(Stored items)
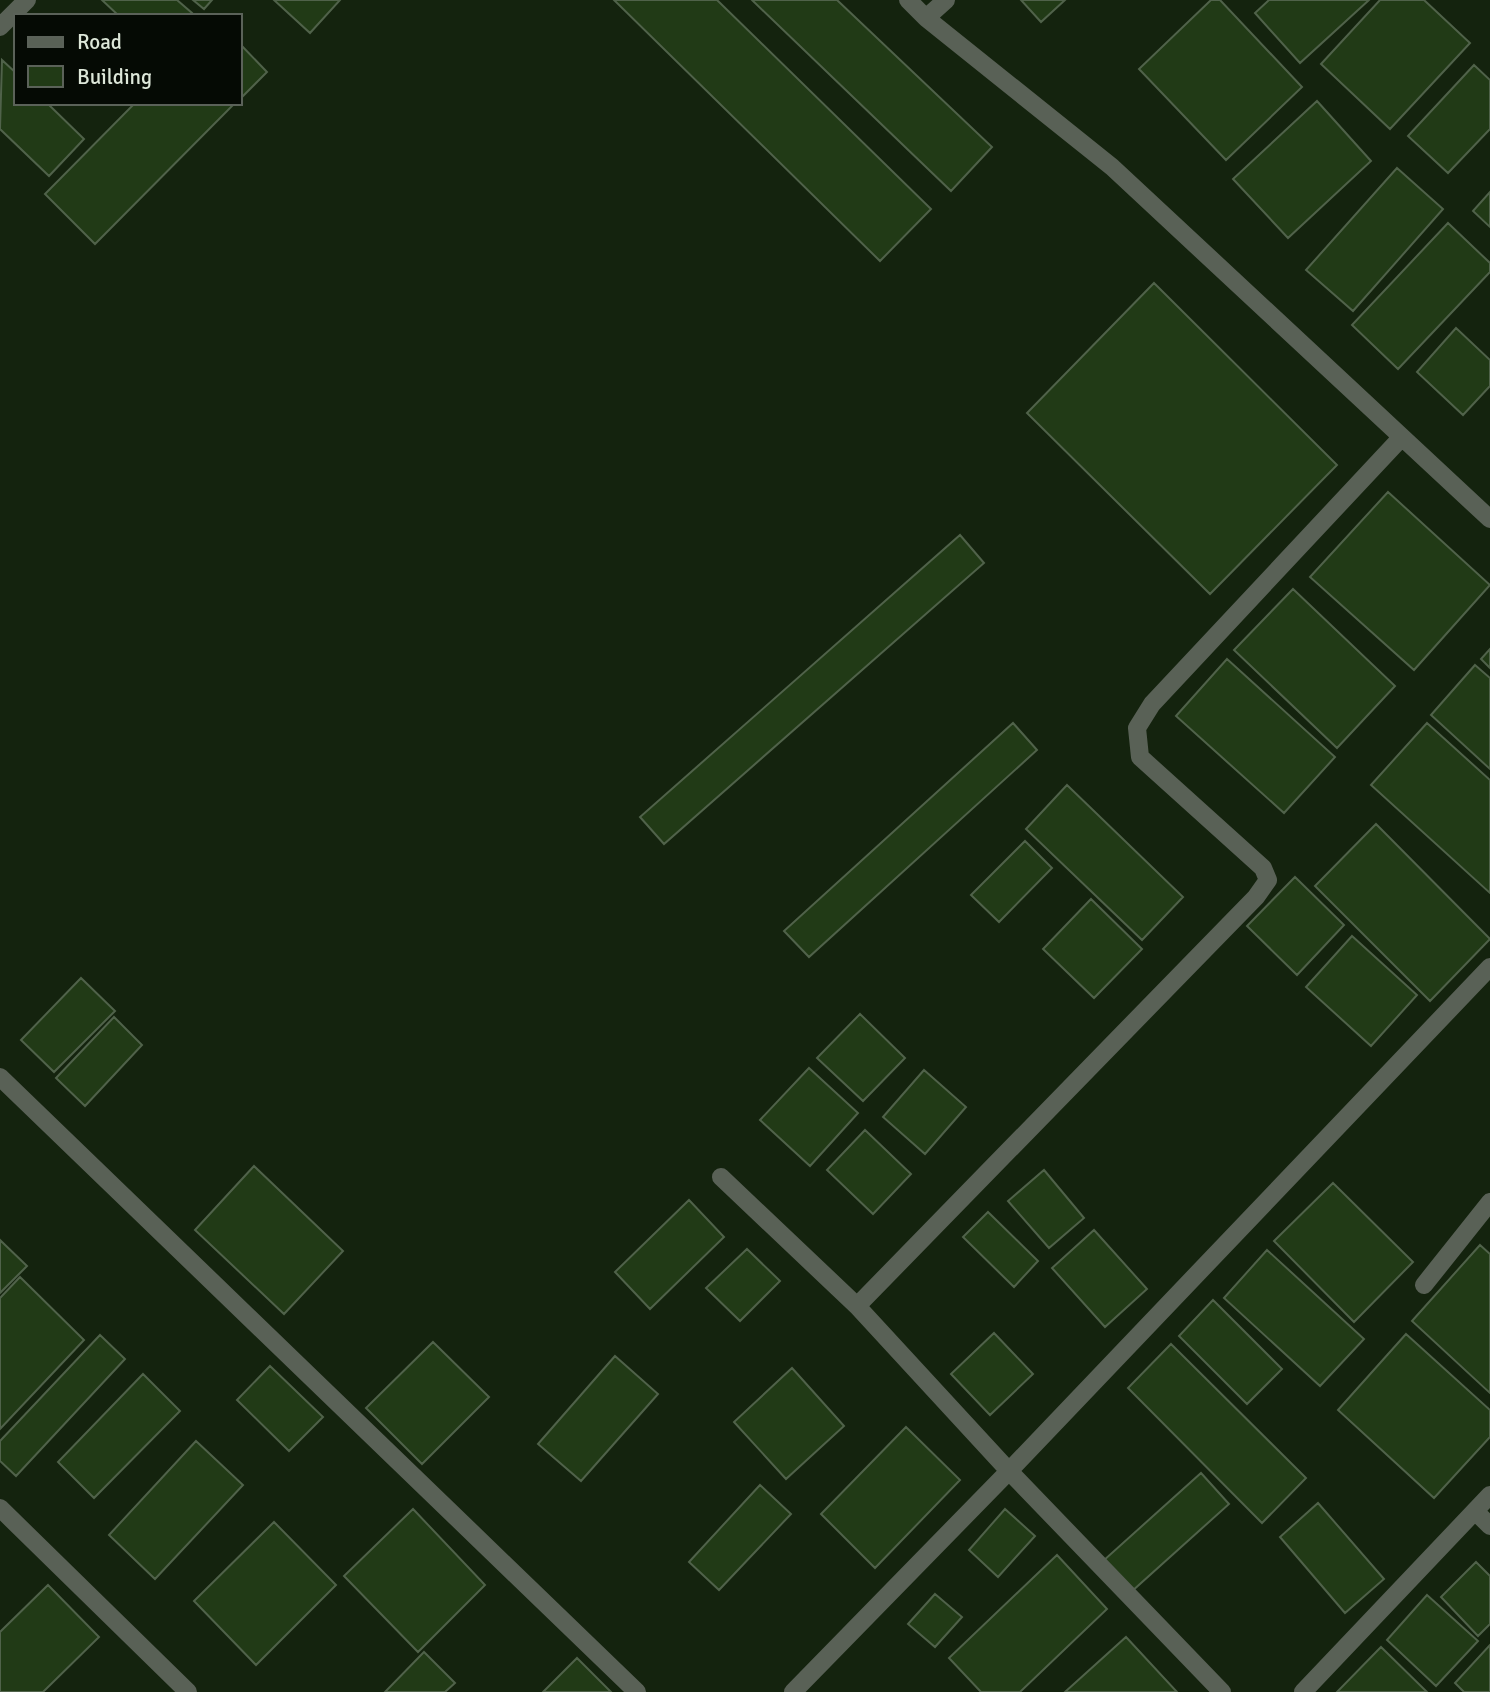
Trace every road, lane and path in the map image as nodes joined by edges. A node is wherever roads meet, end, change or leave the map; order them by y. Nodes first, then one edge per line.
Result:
1 (27, 0) edge
2 (908, 0) edge
3 (946, 0) edge
4 (926, 18) junction
5 (0, 27) edge
6 (1401, 438) junction
7 (1490, 519) edge
8 (1490, 967) edge
9 (0, 1077) edge
10 (720, 1177) dead end
11 (1490, 1202) edge
12 (1424, 1285) dead end
13 (857, 1306) junction
14 (1009, 1471) junction
15 (1490, 1495) edge
16 (0, 1508) edge
17 (1475, 1511) junction
18 (1490, 1526) edge
19 (188, 1692) edge
20 (638, 1692) edge
21 (793, 1692) edge
22 (1222, 1692) edge
23 (1303, 1692) edge

1 - 5 street
2 - 4 street
3 - 4 street
4 - 6 street
6 - 7 street
6 - 13 street
8 - 14 street
9 - 20 street
10 - 13 street
11 - 12 street
13 - 14 street
14 - 21 street
14 - 22 street
15 - 17 street
16 - 19 street
17 - 18 street
17 - 23 street

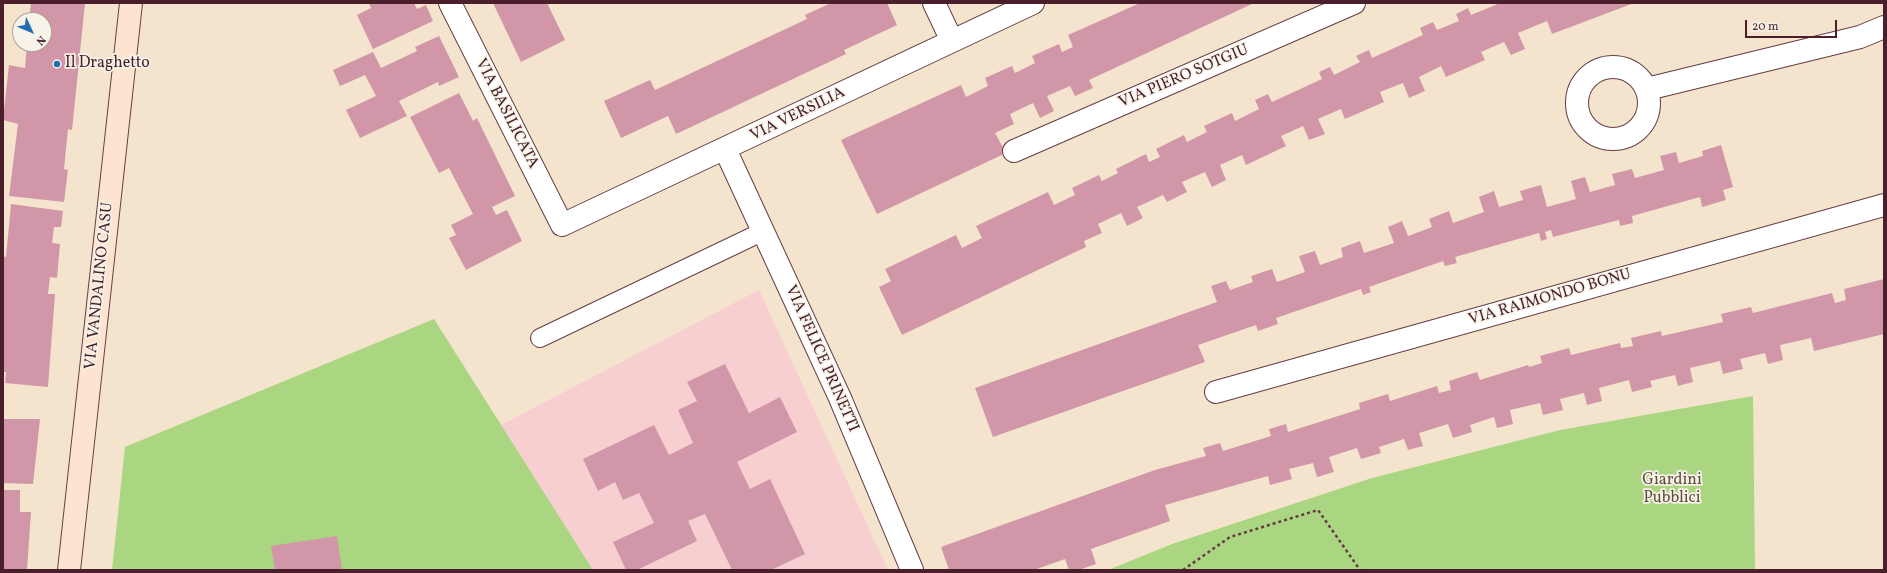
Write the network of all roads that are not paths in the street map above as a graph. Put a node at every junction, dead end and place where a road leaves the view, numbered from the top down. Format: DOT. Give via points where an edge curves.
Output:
graph roads {
  1 [pos="131,3"];
  2 [pos="450,3"];
  3 [pos="934,3"];
  4 [pos="1033,3"];
  5 [pos="1354,3"];
  6 [pos="1884,27"];
  7 [pos="952,41"];
  8 [pos="1647,89"];
  9 [pos="725,149"];
  10 [pos="1014,151"];
  11 [pos="1884,205"];
  12 [pos="562,225"];
  13 [pos="764,231"];
  14 [pos="540,338"];
  15 [pos="1216,392"];
  16 [pos="68,570"];
  17 [pos="912,570"];
  1 -- 16 [label="main road, VIA VANDALINO CASU"];
  2 -- 12 [label="street, VIA BASILICATA"];
  3 -- 7 [label="street"];
  4 -- 7 [label="street, VIA VERSILIA"];
  5 -- 10 [label="street, VIA PIERO SOTGIU"];
  6 -- 8 [label="street" via="1860,37"];
  7 -- 9 [label="street, VIA VERSILIA"];
  9 -- 12 [label="street, VIA VERSILIA"];
  9 -- 13 [label="street, VIA FELICE PRINETTI"];
  11 -- 15 [label="street, VIA RAIMONDO BONU"];
  13 -- 14 [label="lane"];
  13 -- 17 [label="street, VIA FELICE PRINETTI" via="840,398"];
}
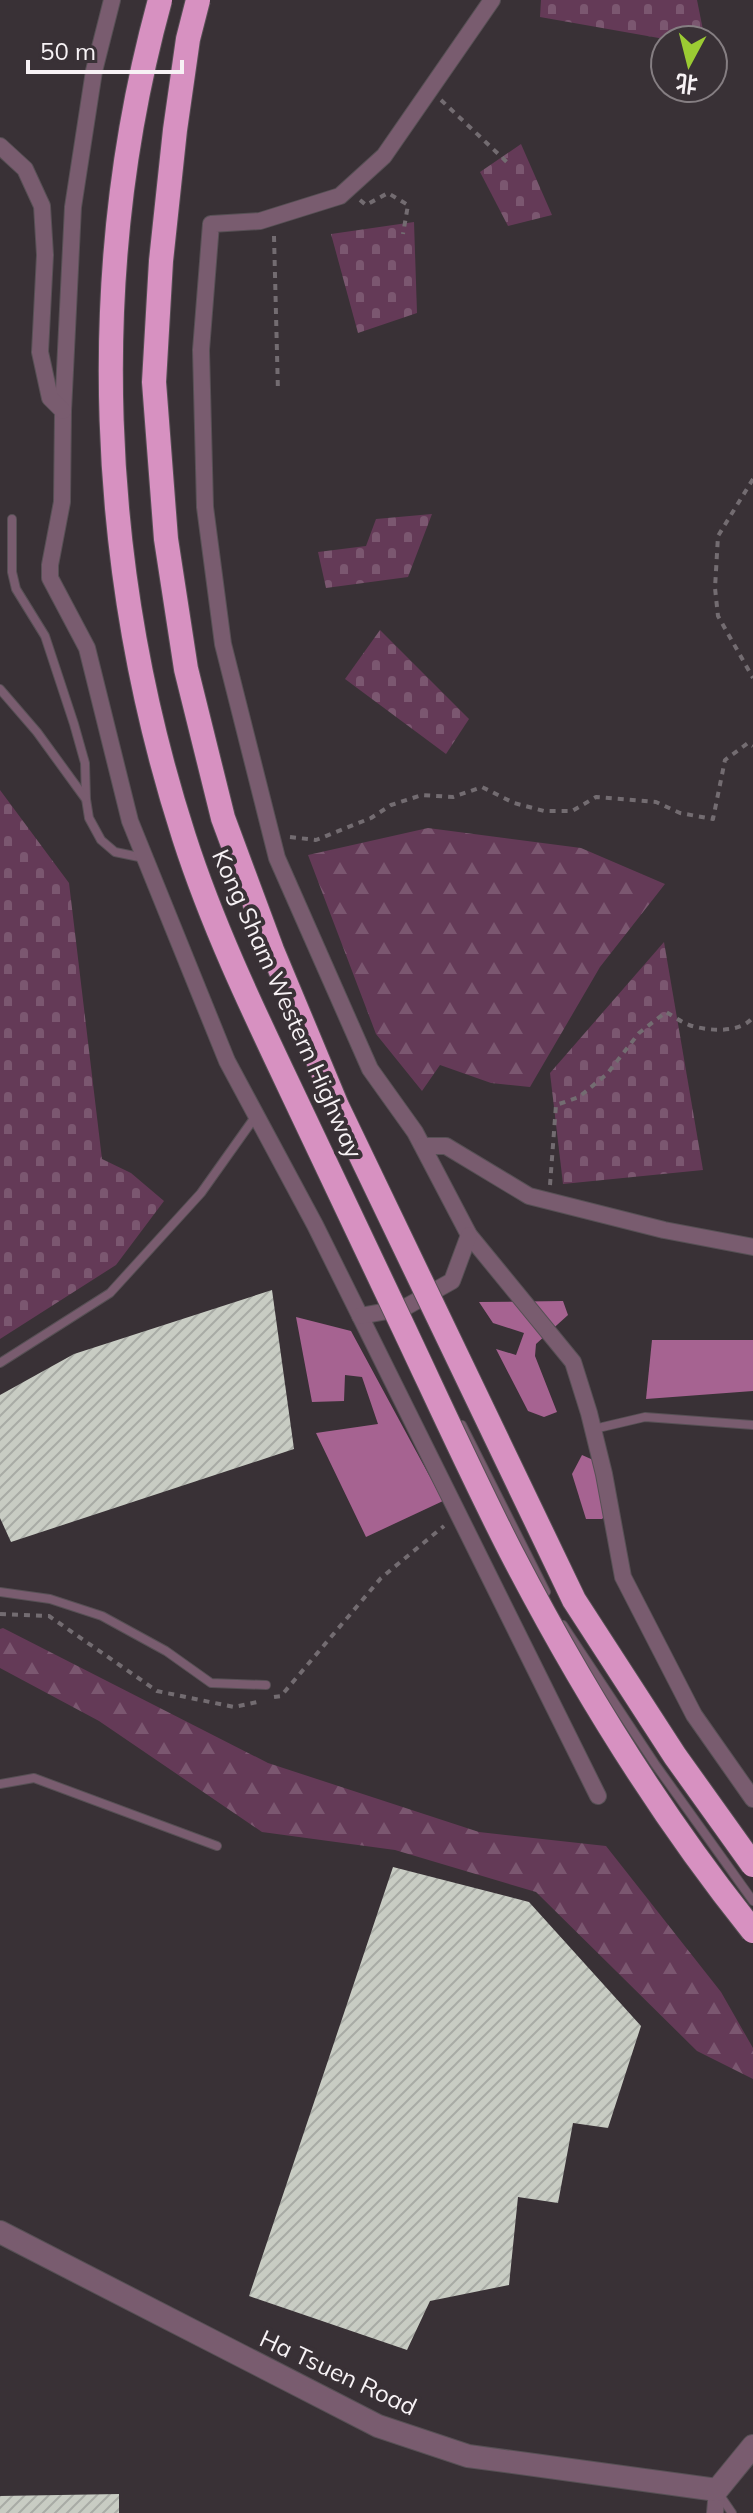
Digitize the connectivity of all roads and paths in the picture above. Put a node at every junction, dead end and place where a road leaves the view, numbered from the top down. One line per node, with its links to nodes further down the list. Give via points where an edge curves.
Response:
1 (112, 0): 12 (street, via 94,71 73,207)
2 (160, 0): 46 (highway, Kong Sham Western Highway, bridge, via 124,179 111,389 132,621 184,838 257,1019 509,1548 638,1772)
3 (198, 0): 44 (highway, Kong Sham Western Highway, bridge, via 175,130 154,382 168,553 186,669 223,818 337,1106 574,1600)
4 (492, 0): 5 (street)
5 (430, 90): 7 (path); 8 (street, via 384,156)
6 (0, 146): 12 (street, via 25,169 42,206 40,352 50,398)
7 (509, 164)
8 (348, 189): 9 (street); 10 (path, via 366,205 388,193 408,205)
9 (273, 217): 11 (path); 19 (street, via 211,224 201,350 205,507 223,644)
10 (403, 234)
11 (278, 392)
12 (63, 411): 20 (street, via 62,502 50,578 87,648 130,821)
13 (753, 479): 15 (path, via 718,536 715,588 718,616)
14 (12, 519): 18 (lane, via 16,589 45,636 85,763)
15 (753, 678)
16 (0, 689): 18 (lane)
17 (753, 746): 19 (path, via 748,743 725,760 713,819 656,802 596,797 572,811 544,811 482,787 453,797 422,795 316,840)
18 (86, 799): 20 (lane, via 101,840 115,852)
19 (271, 835): 23 (street, via 370,1069)
20 (145, 858): 22 (street)
21 (753, 1017): 24 (path, via 749,1023 721,1030 689,1025 666,1012 639,1033 607,1074 579,1097 556,1105)
22 (255, 1117): 28 (street); 29 (lane, via 201,1193 110,1293)
23 (423, 1146): 24 (street, via 446,1146 529,1196); 25 (street)
24 (549, 1201): 26 (street)
25 (469, 1235): 27 (street, via 452,1281); 33 (street, via 573,1362)
26 (753, 1247)
27 (404, 1308): 28 (street); 30 (lane)
28 (360, 1316): 34 (street)
29 (0, 1363)
30 (437, 1375)
31 (457, 1414): 36 (lane)
32 (753, 1425): 33 (lane, via 645,1417)
33 (594, 1429): 42 (street, via 623,1577 694,1715)
34 (458, 1514): 37 (path, via 381,1578 281,1696 234,1707 157,1691 49,1616); 41 (street)
35 (0, 1592): 39 (lane, via 50,1599 102,1616 211,1683)
36 (551, 1603)
37 (0, 1614)
38 (558, 1617): 45 (lane)
39 (266, 1685)
40 (0, 1784): 43 (lane, via 34,1778)
41 (598, 1796)
42 (753, 1799)
43 (217, 1846)
44 (753, 1865)
45 (753, 1901)
46 (753, 1931)
47 (0, 2232): 49 (street, Ha Tsuen Road, via 378,2426 468,2456)
48 (753, 2446): 49 (street)
49 (717, 2490): 50 (street); 51 (lane)
50 (715, 2513)
51 (732, 2513)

▸ Aim of the task
Check each line above for "highway" and return the ones that have it.

▸ Answer to the problem
2 (160, 0): 46 (highway, Kong Sham Western Highway, bridge, via 124,179 111,389 132,621 184,838 257,1019 509,1548 638,1772)
3 (198, 0): 44 (highway, Kong Sham Western Highway, bridge, via 175,130 154,382 168,553 186,669 223,818 337,1106 574,1600)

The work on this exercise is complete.